* [Problem to work on] The required answer is every line of the data containing the word "above".

Collected data entries:
++++++
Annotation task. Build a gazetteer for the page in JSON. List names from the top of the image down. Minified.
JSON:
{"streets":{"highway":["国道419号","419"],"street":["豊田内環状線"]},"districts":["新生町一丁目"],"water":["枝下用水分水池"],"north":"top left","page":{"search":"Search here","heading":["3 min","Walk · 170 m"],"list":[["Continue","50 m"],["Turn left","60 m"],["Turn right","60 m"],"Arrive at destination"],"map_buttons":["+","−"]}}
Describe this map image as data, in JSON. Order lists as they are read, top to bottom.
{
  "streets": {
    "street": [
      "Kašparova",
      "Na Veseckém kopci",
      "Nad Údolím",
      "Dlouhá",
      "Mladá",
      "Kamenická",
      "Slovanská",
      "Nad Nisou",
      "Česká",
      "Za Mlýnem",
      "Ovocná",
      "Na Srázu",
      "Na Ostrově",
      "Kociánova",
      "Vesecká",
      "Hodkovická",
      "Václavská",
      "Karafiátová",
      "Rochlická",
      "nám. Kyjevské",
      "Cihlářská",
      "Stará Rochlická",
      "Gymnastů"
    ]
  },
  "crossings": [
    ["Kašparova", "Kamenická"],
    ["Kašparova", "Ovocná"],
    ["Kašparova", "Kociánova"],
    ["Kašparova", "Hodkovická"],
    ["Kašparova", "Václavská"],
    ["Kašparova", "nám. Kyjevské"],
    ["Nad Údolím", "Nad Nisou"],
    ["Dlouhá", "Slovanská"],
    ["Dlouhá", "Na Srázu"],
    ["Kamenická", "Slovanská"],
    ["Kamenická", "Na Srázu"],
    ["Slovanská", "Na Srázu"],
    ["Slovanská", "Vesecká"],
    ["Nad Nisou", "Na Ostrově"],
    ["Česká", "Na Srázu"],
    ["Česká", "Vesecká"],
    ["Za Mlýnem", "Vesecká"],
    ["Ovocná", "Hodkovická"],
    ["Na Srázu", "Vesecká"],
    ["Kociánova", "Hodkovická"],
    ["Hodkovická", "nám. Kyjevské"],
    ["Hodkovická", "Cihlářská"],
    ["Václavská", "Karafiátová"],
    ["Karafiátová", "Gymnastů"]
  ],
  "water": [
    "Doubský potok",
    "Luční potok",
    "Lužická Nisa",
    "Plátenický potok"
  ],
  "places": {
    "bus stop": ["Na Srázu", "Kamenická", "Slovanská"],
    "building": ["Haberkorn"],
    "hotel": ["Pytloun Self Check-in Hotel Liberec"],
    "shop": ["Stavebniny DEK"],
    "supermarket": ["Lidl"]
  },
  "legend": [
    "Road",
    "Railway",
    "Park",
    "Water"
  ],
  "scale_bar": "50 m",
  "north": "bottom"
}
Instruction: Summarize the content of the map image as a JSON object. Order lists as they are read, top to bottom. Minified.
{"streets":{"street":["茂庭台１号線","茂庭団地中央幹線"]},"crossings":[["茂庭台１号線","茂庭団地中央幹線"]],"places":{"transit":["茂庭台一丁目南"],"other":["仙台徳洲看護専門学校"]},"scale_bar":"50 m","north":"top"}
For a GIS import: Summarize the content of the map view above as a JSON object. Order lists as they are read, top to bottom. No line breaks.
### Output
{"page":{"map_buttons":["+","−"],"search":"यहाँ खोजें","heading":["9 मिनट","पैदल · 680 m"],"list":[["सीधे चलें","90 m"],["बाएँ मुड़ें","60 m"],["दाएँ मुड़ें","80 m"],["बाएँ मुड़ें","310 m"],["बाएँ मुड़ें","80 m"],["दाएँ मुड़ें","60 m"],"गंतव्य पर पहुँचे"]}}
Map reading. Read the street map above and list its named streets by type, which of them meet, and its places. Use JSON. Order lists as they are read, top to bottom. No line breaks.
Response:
++++++
* [Task answer]
For a GIS import: Summarize the content of the map view above as a JSON object. Order lists as they are read, top to bottom. No line breaks.
Map reading. Read the street map above and list its named streets by type, which of them meet, and its places. Use JSON. Order lists as they are read, top to bottom. No line breaks.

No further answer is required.